President-elect Donald Trump, who said last week he would receive his briefing on the matter on Tuesday or Wednesday of this week, is scheduled to receive his briefing on Friday. Both briefings will be conducted by the heads of relevant agencies, including the Director of National Intelligence, the National Security Agency, the FBI and the CIA.

U.S. officials denied claims from Trump that his special briefing was delayed so the U.S. Intelligence Community could strengthen its case against Russia. Officials instead suggested there may have been a scheduling disconnect or some confusion on part of the Trump transition team.
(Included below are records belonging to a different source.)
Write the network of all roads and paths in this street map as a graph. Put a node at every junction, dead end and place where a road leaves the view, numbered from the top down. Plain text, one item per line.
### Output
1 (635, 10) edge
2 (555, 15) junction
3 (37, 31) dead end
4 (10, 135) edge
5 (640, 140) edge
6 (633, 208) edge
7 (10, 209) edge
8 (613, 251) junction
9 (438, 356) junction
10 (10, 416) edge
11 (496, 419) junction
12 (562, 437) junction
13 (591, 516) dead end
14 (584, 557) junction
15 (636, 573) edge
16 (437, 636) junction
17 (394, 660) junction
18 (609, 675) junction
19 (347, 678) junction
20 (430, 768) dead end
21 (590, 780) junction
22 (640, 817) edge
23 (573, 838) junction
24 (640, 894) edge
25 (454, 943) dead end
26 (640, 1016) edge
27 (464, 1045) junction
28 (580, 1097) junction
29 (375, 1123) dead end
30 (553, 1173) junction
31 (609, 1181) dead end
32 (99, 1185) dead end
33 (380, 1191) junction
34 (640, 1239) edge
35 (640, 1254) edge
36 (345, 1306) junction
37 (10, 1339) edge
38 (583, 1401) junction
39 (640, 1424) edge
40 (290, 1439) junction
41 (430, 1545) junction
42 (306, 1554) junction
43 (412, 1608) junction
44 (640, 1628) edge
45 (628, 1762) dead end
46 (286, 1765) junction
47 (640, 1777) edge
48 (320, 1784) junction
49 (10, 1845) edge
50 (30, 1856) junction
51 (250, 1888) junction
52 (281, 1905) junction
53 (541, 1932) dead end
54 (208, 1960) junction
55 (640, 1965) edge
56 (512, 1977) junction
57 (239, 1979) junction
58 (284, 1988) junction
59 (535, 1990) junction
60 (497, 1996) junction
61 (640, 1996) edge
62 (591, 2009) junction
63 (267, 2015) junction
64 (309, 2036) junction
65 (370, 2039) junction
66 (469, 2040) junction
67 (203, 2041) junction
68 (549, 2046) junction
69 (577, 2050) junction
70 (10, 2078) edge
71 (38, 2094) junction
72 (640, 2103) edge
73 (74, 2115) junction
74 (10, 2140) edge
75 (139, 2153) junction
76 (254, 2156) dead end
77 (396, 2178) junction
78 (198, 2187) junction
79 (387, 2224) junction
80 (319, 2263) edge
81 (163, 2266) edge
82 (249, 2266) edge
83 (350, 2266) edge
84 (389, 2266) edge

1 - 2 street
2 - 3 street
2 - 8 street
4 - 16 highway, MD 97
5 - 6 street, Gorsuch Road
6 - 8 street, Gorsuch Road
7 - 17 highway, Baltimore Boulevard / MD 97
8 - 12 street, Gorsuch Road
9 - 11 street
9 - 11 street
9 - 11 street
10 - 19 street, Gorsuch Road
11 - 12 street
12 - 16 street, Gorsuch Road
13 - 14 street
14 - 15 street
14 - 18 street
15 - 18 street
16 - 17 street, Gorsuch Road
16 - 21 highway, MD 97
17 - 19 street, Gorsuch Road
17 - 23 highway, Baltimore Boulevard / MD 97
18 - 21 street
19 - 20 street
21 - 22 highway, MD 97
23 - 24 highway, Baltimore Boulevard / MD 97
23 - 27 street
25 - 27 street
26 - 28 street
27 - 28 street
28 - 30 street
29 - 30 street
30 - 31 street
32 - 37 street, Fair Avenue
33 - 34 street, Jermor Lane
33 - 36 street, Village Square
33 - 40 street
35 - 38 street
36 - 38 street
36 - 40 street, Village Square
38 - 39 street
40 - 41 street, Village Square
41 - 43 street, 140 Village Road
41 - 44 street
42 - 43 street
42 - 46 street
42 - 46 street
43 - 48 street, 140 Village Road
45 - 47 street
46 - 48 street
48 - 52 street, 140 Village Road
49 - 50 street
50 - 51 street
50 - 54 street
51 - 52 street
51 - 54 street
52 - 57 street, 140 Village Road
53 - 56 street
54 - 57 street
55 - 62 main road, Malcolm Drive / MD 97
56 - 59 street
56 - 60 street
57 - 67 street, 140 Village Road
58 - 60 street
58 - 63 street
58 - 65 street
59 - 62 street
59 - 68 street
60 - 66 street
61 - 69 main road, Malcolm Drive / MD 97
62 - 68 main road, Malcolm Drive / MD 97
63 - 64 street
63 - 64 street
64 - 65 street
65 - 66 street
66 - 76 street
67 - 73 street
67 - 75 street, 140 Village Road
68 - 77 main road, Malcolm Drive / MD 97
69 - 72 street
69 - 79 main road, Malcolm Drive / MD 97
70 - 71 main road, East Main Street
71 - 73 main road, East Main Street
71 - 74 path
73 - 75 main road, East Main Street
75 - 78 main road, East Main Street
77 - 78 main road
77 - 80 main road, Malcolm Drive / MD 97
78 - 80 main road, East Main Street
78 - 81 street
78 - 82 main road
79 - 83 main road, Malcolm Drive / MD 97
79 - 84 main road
The "Intelligence" briefing on so-called "Russian hacking" was delayed until Friday, perhaps more time needed to build a case. Very strange!

— Donald J. Trump (@realDonaldTrump) January 4, 2017

Officials familiar with the report say an unclassified version of its findings is not expected to made public until Monday, the same day Congress gets its classified briefing. Although the unclassified version will be far less revealing, pushing the public findings into next week will likely prolong the ugly spat between Trump, Democrats and the Intelligence Community over who is responsible for the cyberattacks.

In recent weeks, Trump has repeatedly questioned the conclusions of the Intelligence Community, which on Oct. 7 stated publicly that it is "confident" Russia directed hacks of political organizations during the 2016 presidential election.

In doubting the claims, Trump referenced the Intelligence Community’s false conclusions about the existence of weapons of mass destruction in the run-up to the Iraq War, and he has taken WikiLeaks founder and fugitive computer activist Julian Assange at his word that the Russians were not the source of his data leaks.

"I know a lot about hacking," Trump said at his Mar-a-Lago estate Monday. "And hacking is a very hard thing to prove. So it could be somebody else. And I also know things that other people don’t know, and so they cannot be sure of the situation,” he said, apparently referencing the Intelligence Community.

On Thursday, Sen. John McCain, R-Arizona, is set to hold a hearing of the Senate Armed Services Committee with testimony from the DNI and NSA, neither of which is expected to comment at length on the new report before the president is briefed.